Some of the automated data gathering routines and systems have failed in the times since the last time change from daylight savings to standard time.
Let me tell you how much of a pain in the ass that is.
The entire daylight savings time system is moving on inertia. Not since World War 2 has it been needed, nor does it provide any benefits to society anymore.

So back to particulars.
The allsky1 cameras system should be back up and running automatically. Some of the automated routines were a little out of sync.
I am looking at changing these series of jobs from a static start time to something more dynamic with semaphores from one process to the next.
The biggest issue is still the automatic start of CCDsoft… ever since the time change it is not starting automatically, but needs to be manually started. That is a big pain, every evening, mostly to remember to do it, tweak the code a bit in the hopes that it is now fixed.

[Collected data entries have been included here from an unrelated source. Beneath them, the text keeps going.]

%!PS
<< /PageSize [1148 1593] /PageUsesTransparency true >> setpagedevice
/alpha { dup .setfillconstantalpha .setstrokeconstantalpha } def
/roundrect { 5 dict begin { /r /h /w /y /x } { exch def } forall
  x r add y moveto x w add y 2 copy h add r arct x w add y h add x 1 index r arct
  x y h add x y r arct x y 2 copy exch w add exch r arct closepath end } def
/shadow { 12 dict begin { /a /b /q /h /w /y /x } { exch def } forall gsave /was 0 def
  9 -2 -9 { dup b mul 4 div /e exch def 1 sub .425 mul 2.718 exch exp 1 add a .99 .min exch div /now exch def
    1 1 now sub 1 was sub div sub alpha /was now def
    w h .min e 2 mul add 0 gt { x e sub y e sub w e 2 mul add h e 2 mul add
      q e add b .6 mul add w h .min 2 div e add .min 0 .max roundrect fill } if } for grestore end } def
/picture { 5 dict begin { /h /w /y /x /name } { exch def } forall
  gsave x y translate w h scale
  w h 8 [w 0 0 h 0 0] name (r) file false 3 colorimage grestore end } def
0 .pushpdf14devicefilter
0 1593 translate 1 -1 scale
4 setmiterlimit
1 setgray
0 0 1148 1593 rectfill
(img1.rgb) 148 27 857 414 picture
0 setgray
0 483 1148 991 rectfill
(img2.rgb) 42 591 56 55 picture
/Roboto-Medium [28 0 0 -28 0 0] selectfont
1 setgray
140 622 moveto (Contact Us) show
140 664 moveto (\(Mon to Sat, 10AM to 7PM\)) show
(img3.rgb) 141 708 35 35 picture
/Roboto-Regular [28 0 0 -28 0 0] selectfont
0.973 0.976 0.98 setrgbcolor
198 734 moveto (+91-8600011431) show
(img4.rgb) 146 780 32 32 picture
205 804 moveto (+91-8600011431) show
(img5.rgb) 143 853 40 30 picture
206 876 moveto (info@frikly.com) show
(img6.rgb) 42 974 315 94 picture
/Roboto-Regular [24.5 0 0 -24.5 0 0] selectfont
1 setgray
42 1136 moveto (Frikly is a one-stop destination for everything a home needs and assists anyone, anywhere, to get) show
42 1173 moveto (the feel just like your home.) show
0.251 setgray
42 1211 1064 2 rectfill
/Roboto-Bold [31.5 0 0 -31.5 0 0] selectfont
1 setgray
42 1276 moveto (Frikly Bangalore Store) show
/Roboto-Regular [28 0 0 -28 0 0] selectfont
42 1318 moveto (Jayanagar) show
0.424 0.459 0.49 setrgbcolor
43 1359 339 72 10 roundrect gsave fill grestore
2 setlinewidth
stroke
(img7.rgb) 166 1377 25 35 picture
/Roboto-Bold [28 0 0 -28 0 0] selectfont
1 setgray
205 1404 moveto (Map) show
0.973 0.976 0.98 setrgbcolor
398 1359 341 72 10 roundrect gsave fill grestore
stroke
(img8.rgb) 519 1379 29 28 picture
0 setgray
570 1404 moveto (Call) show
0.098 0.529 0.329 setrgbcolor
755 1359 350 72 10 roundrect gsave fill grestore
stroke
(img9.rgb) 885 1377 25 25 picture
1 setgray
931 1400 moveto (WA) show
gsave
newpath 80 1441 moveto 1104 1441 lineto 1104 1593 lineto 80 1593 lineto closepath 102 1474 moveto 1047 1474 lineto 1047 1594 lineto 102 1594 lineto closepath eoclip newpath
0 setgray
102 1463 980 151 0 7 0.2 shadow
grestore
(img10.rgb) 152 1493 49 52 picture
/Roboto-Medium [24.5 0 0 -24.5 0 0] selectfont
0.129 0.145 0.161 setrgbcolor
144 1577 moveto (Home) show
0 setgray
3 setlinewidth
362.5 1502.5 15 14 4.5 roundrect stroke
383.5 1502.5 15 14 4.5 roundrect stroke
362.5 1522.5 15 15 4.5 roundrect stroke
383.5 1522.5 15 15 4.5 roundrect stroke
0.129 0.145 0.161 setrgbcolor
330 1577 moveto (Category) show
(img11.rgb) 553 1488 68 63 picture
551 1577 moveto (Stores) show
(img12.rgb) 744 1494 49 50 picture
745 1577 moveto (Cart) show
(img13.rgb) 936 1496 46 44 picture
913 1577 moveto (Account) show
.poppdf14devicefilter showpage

The Sudden Ionospheric Detector 1 (SID1) got stuck a few days back but has been reset for data recording starting daily at 00:00 UT (or 19:00 EST).
One of its problems is a creeping data collection start time. Setting it to take a data reading every 240 seconds gives us a full one day chart in the end.
That is every 4 minutes, 15 times/hour, or 360 times/day. The problem is there is a discrete time interval to stop and start the data collection and the time tends to creep later and later into the day. Ie by day 30 of the data run it may be starting 5 sec*30=150 seconds later than it should.. or 3 minutes.
We tried setting it to 239 seconds instead of 240 but that leads to a 360 second deficit each and every day, or 6 minutes, far more than the other direction.
So it will be reset back to 240 seconds between data points.

The Sudden Ionospheric Detector 2 (SID2) still is not responding correctly to what we think it should be. The data automation routines have also broken and will need repair.

The FMMeteor detector has been down for a few months, mainly because the CPU of the box running Windows NT2000 could not handle the extra job of running SID2, so we shut down the Meteor detector temproraily.